Russia’s recent offer to help India in the thermonuclear domain underscores the global effort underway to develop fusion energy technology, says Dr Anil Kakodkar, former chairman of the Atomic Energy Commission. Speaking exclusively to Interstellar, he said India too has been researching fusion reactors for some time at the Institute for Plasma Research in Gandhinagar where two small tokamaks (machines for controlling nuclear fusion) are functioning.

Research in such areas, he said, is collaborative, but fusion energy is still certainly well beyond the “net zero target” of climate science, which is an immediate existential crisis. So addressing that existential crisis has to be on the basis of fission nuclear energy. And that’s why there is effort both with regard to thermal reactors and the breeder reactors.

India already has a 40 megawatt fast breeder test reactor operating, and a lot of experiments have been done using carbide fuel and mixed oxide fuel. And so that’s a platform for development of technologies. The Indira Gandhi Center also worked on the design of a 500 MW prototype which has been built by BHAVINI, a government enterprise under the Atomic Energy Commission.

The prime minister was there for the fuel loading, which will go on for some months followed by the first criticality and several experiments to understand the reactor characteristics and ensure these conform to the design. Thereafter it will start generating power.

“Incidentally”, Dr Kakodkar pointed out, “India is only the second country in the world that operates a 500 megawatt Prototype Fast Breeder. Russia has had a 600 megawatt and an 800 megawatt fast breeder reactor in operation for quite some years.”

Thermal reactors are a net consumer of fissile material, although they also convert some of the fertile materials into fissile material. But on a net basis, it’s a consumer of fissile material. The fast breeder on the other hand produces more fissile material than it consumes. And that is important for us because we need to go to thorium, which by itself is fertile but can turn fissile only when irradiated in nuclear reactors.

Breeder reactors multiply fissile material and when the capacity becomes sizable, use that platform or those platforms to convert thorium to uranium 233 and move to the third stage, which is the ultimate aim to use thorium at a scale and at a level which would address the energy needs of developed India. And so in the third stage, you can set up reactors which are essentially thorium.

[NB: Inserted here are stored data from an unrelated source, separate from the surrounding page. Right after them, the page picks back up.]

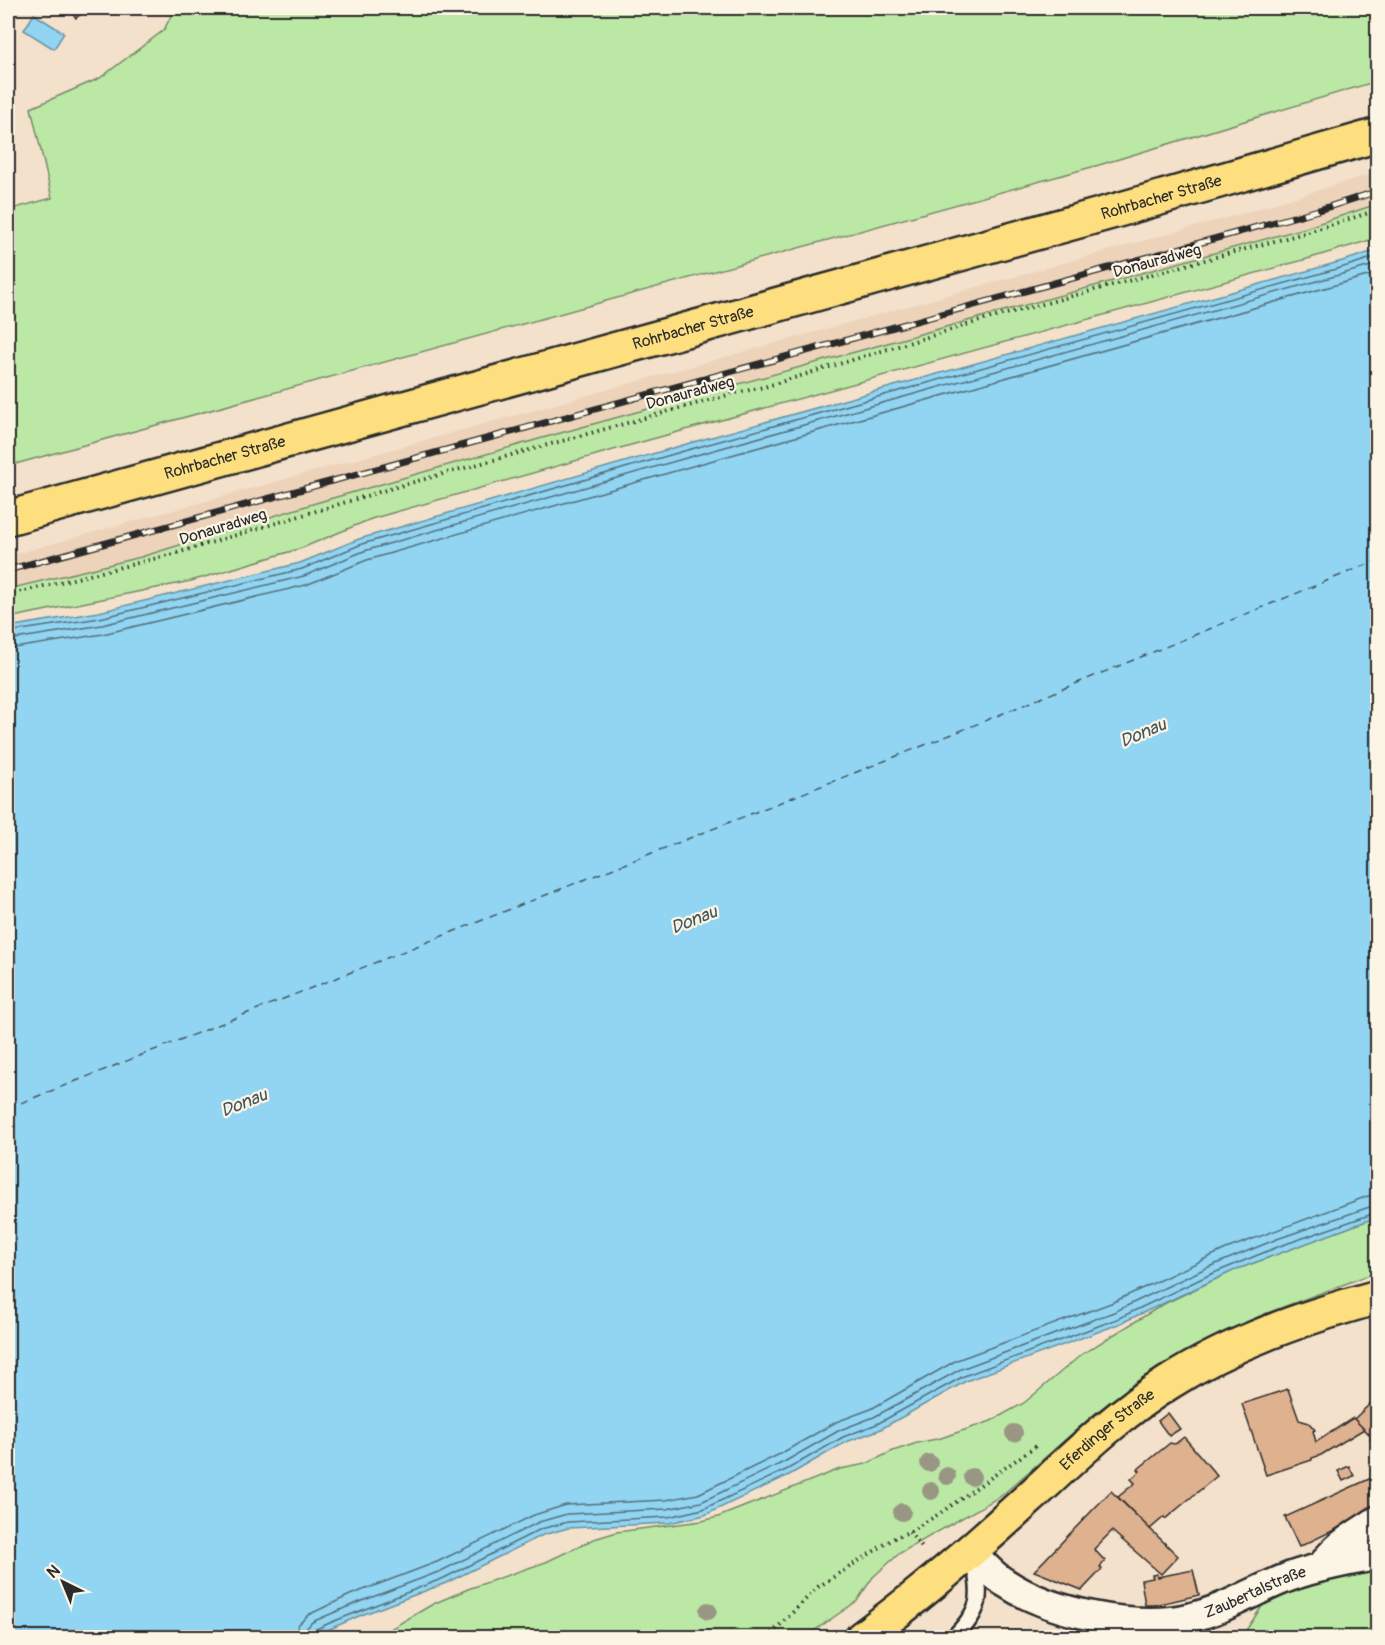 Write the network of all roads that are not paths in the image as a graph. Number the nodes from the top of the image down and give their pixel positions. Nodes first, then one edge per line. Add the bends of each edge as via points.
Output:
1 (1377, 135) edge
2 (8, 518) edge
3 (1377, 1297) edge
4 (1377, 1520) edge
5 (971, 1551) junction
6 (1377, 1556) edge
7 (1322, 1567) junction
8 (1081, 1626) edge
9 (875, 1634) edge
10 (953, 1638) edge

1 - 2 main road, Rohrbacher Straße
3 - 5 main road, Eferdinger Straße via 1248,1341 1167,1383 1103,1430
4 - 7 street via 1334,1552
5 - 8 street, Zaubertalstraße via 990,1571 1016,1589 1049,1603
5 - 9 main road, Eferdinger Straße
5 - 10 lane via 980,1596 970,1619
6 - 7 street, Zaubertalstraße
7 - 8 street, Zaubertalstraße via 1191,1618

It’s a difficult technology but very important for us as we have to decarbonize our energy system, Dr Kakodkar said. “Today, it is largely based on fossil energy. Tomorrow it has to be largely based on nuclear energy and in the Indian context, that is just not possible without taking recourse to thorium because we have one of the largest reserves of thorium in the world.”

We are also moving towards metallic fuel from mixed oxide fuel and that is the technology under development. Then we look to develop the technologies for thorium reactors, which could be a molten salt reactor, for example. This is a massive technological challenge.

“But I submit and argue this is the only way to go forward. And I think in India, we have the scientific capability and the industrial capability. Today we are largely integrated into the international nuclear commerce. But we need to scale up substantially and become commercially robust. It involves investing in making sure that industries are continuously busy. You can’t ask the industry to make a component for one reactor, then to wait for two years. Then you say make a component for another reactor. Industry cannot have its resources sit idle. Luckily, the government wants thermal reactors built in fleet mode,” he said.

That’s a step in the right direction. There is also a question of financing. We don’t give many concessions to renewable energy. Why not? Nuclear energy has, in fact, a footprint comparable with renewable energy and in some cases it’s even lower.

We can issue Green Bonds, which is the case in renewable energy. Why can’t we create market demand? While implementation has been a challenge and we need to improve, surely we need to improve, but it’s not as if that is the only thing which is delaying the building of new reactors.

The scale which we need to expand nuclear energy is so large that it cannot be done only on the basis of one nuclear power corporation. We need to have several public sector units which are also reasonably cash rich. We should have 18 organizations building nuclear power capacity and that is the way to go because technology for it is proven, it’s robust. It has been accepted and recognized as globally best in many ways. I would like to see not just two reactors in construction, which is the case now, but say six reactors of 1000 MW each.

In India, you can build reactors at half the cost or maybe even cheaper. Foreign suppliers who want to bring their reactors here also bring their price structure, which makes the project unaffordable. They need to do value addition in India to bring the cost down. And unless the domestic value addition is near 100%, I think imported systems will not move forward, he said.